━━ Records supplied ━━

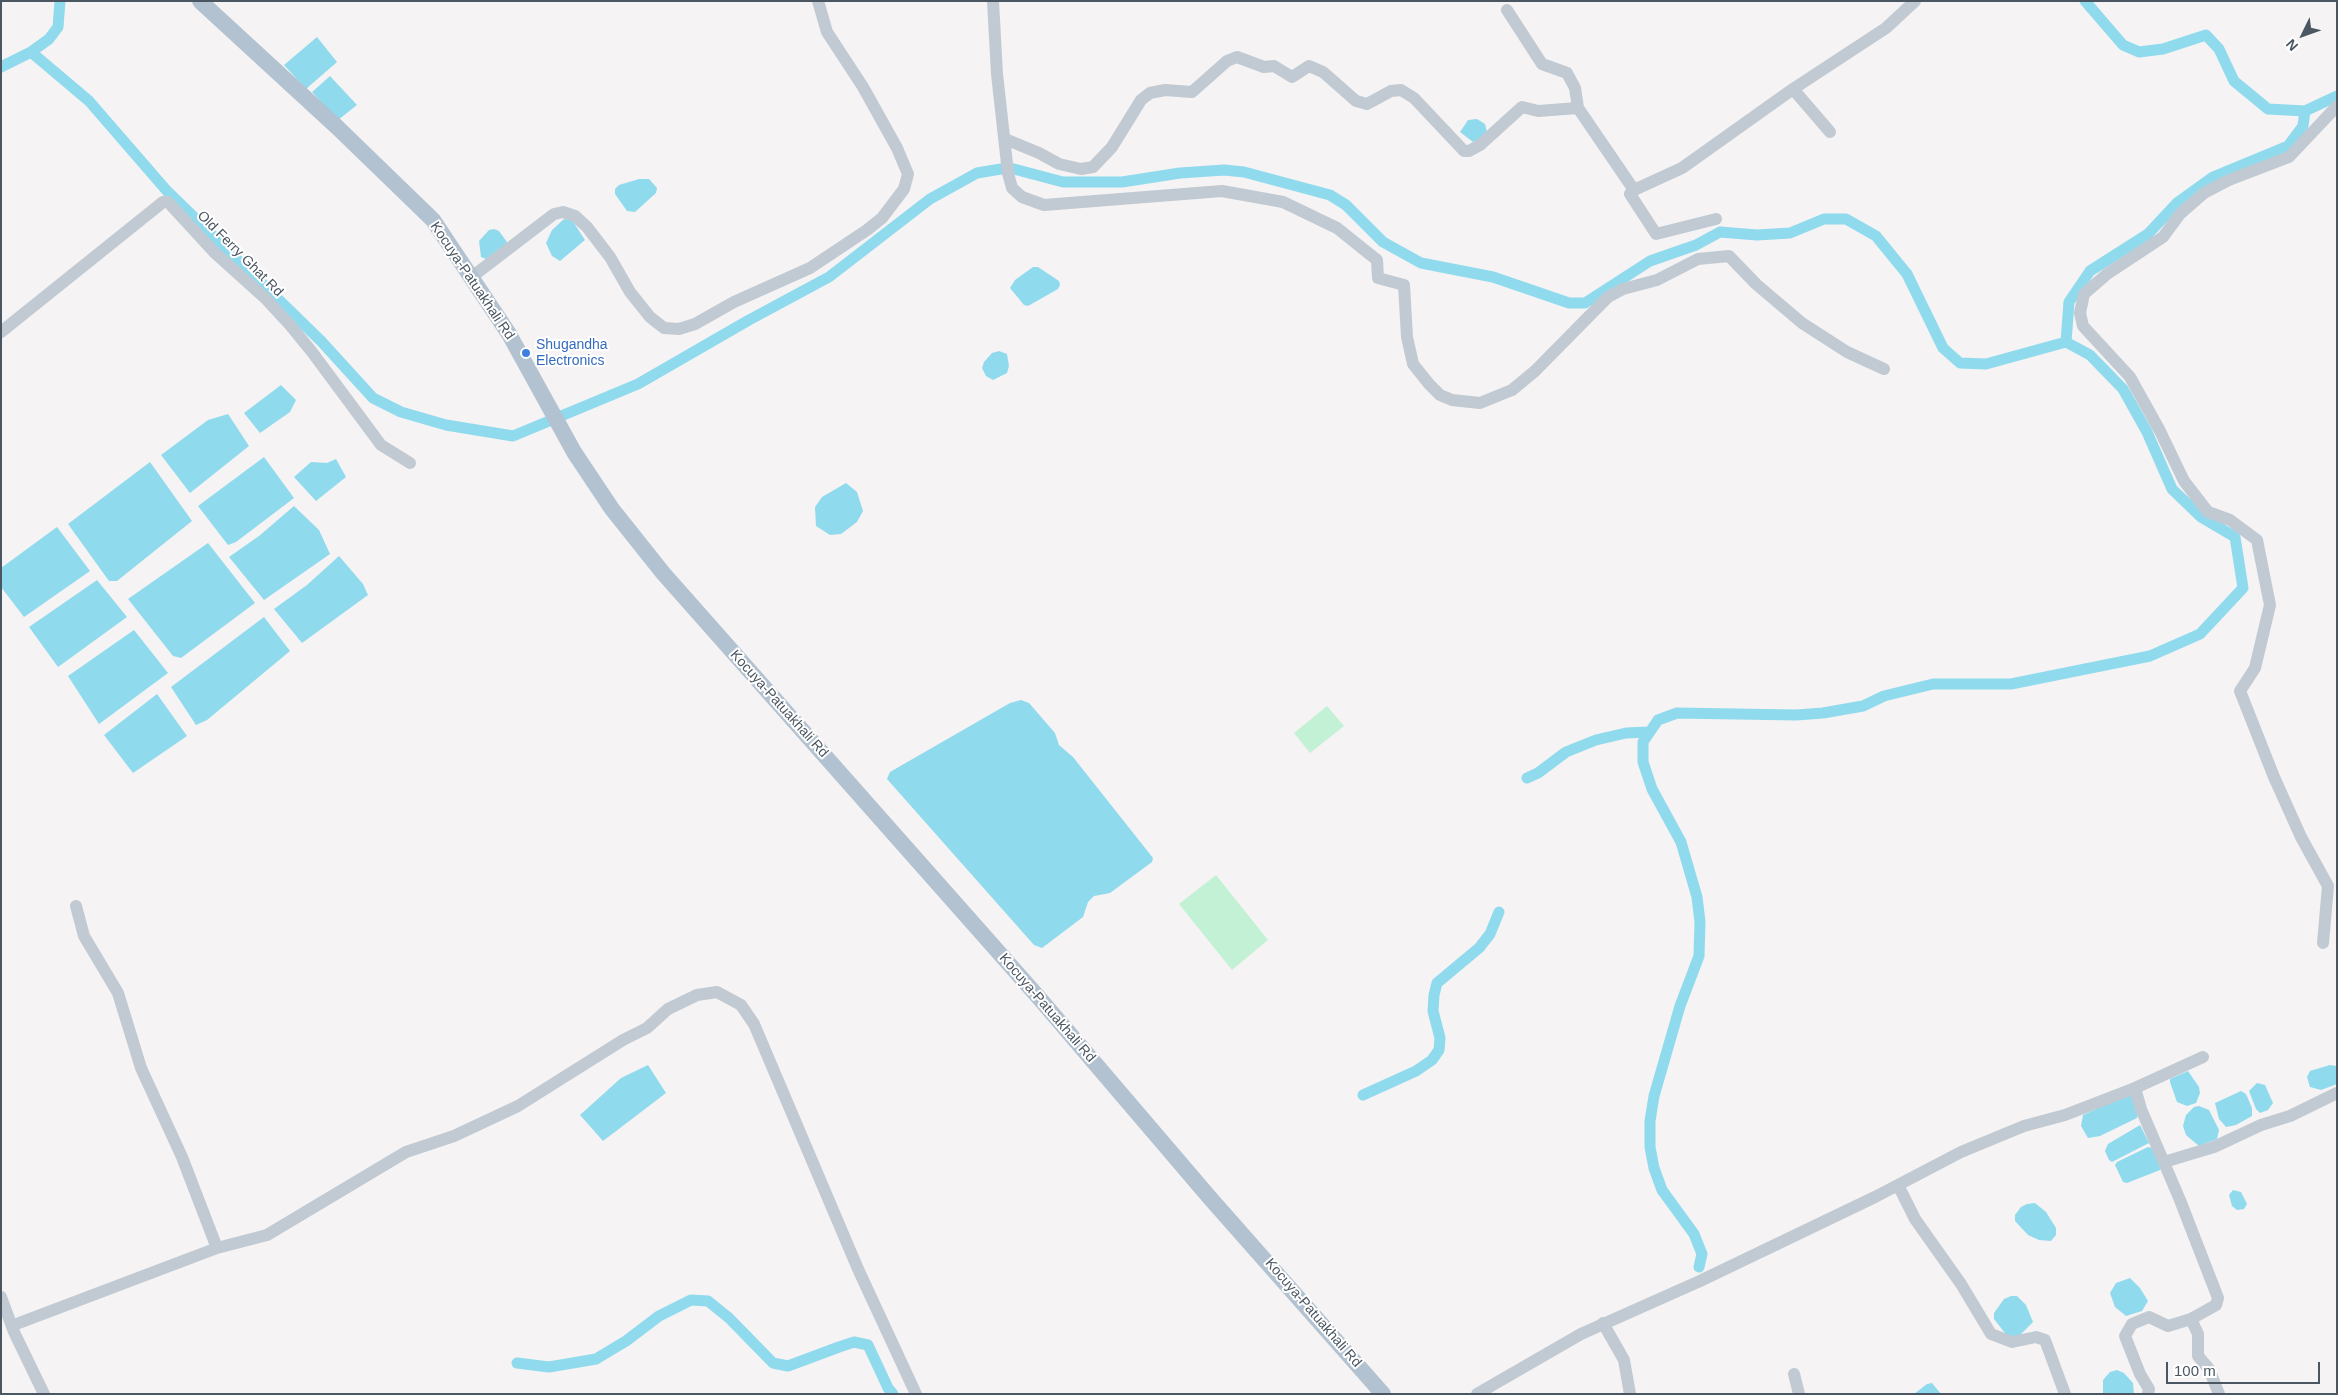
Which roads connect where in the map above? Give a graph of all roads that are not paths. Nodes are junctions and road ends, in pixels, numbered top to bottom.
1 (200, 1) edge
2 (818, 1) edge
3 (993, 1) edge
4 (1915, 1) edge
5 (1507, 10) dead end
6 (1793, 89) junction
7 (2337, 106) edge
8 (1578, 108) junction
9 (1830, 132) dead end
10 (1006, 145) junction
11 (1634, 190) junction
12 (1716, 219) dead end
13 (473, 276) junction
14 (1, 332) edge
15 (1884, 369) dead end
16 (410, 463) dead end
17 (76, 906) dead end
18 (2323, 943) dead end
19 (2203, 1056) dead end
20 (2135, 1088) junction
21 (2337, 1093) edge
22 (2164, 1162) junction
23 (1898, 1185) junction
24 (217, 1248) junction
25 (1, 1297) edge
26 (2192, 1319) junction
27 (19, 1323) dead end
28 (1603, 1323) junction
29 (1794, 1374) dead end
30 (44, 1394) edge
31 (916, 1394) edge
32 (1383, 1394) edge
33 (1477, 1394) edge
34 (1630, 1394) edge
35 (1799, 1394) edge
36 (2065, 1394) edge
37 (2148, 1394) edge
38 (2219, 1394) edge

1 - 13 main road, Kocuya-Patuakhali Rd
2 - 13 street
3 - 10 street
4 - 6 street
5 - 8 street
6 - 9 street
6 - 11 street
7 - 18 street
8 - 10 street
8 - 11 street
10 - 15 street
11 - 12 street
13 - 32 main road, Kocuya-Patuakhali Rd
14 - 16 street, Old Ferry Ghat Rd
17 - 24 street
19 - 20 street
20 - 22 street
20 - 23 street
21 - 22 street
22 - 26 street
23 - 28 street
23 - 36 street
24 - 27 street
24 - 31 street
25 - 30 street
26 - 37 street
26 - 38 street
28 - 33 street
28 - 34 street
29 - 35 street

━━━

What is needed is the number of lines in these entries that include the word "Kocuya"; please give it alone.

*Result of this task*. 2